A esta hora, já deveria estar a dormir e deveria ter deixado coisas para fazer amanhã, mas não! Passei o dia mergulhada no trabalho e enquanto não o terminei, não descansei. O que é raro, sendo eu procrastinadora por excelência. É raro e estranho. Não por ser bizarro, mas por ser próprio do meu estado de espírito: ando a estranhar algo, talvez a ignorar algo, como diz Milan. Talvez não nesse sentido, mas no sentido literal da palavra também: ando a ignorar-me a mim própria... Ando a fugir de mim, prejudicando-me. Anulo-me e destruo-me metaforicamente falando, mas não só. A verdade não me pode abrir os olhos, só depois de abri-los é que a conseguirei ver. Falta-me só um passo...

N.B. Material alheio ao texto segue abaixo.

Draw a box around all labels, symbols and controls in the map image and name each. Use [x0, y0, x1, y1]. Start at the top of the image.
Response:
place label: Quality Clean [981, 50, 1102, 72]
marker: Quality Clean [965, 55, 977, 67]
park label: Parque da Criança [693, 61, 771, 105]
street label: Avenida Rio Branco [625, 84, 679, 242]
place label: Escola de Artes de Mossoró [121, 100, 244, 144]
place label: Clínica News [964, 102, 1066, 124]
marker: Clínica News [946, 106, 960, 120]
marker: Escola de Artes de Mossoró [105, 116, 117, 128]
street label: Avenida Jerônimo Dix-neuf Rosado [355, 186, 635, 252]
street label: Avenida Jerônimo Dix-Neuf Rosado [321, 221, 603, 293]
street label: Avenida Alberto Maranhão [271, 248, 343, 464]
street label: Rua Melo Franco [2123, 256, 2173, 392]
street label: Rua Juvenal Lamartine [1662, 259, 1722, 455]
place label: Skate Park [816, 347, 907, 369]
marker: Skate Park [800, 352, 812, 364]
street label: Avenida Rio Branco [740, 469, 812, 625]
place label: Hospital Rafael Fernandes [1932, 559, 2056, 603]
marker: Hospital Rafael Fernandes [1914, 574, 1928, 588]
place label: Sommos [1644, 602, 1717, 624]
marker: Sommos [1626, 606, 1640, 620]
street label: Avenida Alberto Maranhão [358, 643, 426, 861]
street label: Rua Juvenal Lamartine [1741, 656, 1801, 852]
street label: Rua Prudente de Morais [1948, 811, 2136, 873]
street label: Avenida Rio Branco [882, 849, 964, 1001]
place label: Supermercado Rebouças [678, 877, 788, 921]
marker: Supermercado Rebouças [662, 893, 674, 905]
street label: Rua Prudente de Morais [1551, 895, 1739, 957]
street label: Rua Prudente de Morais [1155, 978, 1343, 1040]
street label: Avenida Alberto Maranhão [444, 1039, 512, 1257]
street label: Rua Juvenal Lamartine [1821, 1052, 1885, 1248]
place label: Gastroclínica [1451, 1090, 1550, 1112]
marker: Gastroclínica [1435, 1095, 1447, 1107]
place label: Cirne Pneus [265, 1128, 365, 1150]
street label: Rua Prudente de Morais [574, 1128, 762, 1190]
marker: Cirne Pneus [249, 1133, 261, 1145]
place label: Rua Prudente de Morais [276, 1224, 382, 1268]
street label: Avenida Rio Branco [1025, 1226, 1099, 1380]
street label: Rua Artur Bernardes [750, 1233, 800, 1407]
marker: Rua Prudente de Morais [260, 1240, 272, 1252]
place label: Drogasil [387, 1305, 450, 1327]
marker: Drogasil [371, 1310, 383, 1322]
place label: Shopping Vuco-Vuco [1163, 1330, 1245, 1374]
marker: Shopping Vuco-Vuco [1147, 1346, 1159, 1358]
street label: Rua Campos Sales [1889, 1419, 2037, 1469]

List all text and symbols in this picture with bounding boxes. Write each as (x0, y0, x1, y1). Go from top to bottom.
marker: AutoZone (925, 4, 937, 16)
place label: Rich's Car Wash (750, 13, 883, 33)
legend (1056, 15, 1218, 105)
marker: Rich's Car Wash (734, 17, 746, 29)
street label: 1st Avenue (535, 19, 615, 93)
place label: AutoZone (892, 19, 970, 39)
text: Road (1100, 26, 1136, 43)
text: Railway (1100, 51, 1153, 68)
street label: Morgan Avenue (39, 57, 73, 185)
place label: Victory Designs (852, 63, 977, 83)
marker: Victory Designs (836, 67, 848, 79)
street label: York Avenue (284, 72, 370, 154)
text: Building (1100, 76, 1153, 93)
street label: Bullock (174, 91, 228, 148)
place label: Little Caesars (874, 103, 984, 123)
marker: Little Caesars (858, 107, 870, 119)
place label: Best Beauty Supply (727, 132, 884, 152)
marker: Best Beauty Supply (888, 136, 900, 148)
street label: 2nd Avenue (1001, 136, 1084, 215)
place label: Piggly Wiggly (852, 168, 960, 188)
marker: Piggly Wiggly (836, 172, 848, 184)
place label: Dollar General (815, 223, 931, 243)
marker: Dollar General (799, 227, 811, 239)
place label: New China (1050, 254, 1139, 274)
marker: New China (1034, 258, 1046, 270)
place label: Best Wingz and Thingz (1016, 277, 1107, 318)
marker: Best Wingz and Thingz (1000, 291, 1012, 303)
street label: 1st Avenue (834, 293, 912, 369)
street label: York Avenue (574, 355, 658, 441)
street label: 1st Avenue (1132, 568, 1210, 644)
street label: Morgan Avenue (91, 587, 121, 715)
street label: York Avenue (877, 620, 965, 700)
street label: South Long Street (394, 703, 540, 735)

quarta-feira, março 23, 2011

Cronos

Exalo tempo por todos os poros da minha pele;
Respiro cada minuto convertendo-o em séculos,
Aspiro a derrotá-lo.
Esse inimigo,
Esse traidor sonolento e vagaroso.
Invicto e maquiavélico manipulador.
Transpiro indolência compulsivamente,
Obstino-me impaciente, fremente,
Já intermitente,
Sadicamente,
Vence-me,
E expiro.

segunda-feira, março 14, 2011

Inferno

Hoje, chove. A escola está inundada. Há água em todo o lado: nas poças enormes, há lama, há terra nas salas, há fugas no tecto. A escola está fria, impessoal, desagradável, húmida. Nunca foi acolhedora, mas os passos que temos que dar a céu aberto para ir de uma sala à outra contribuem para essa sensação de mal-estar.
Na escola, já não se ouvem só as vozes dos alunos, mas o ruído incessante dos martelos pneumáticos que me tolhe o pensamento. Estão agora na minha cabeça e furam-me o cérebro. Já não consigo pensar, as ideias misturam-se e enleiam-se. Já nada é claro. Não me consigo concentrar e a minha capacidade de raciocínio começa a falhar.
O pó esvoaça, o entulho cai pesadamente, os vidros quebram-se e um martelo tresmalhado impõe o seu ritmo de pedra entre os escombros de tijolo e cimento.
A ventoinha do termoventilador range à medida que gira num frenesim repetitivo, reiterando a mesma frase metálica ao longo do dia. Estou no inferno...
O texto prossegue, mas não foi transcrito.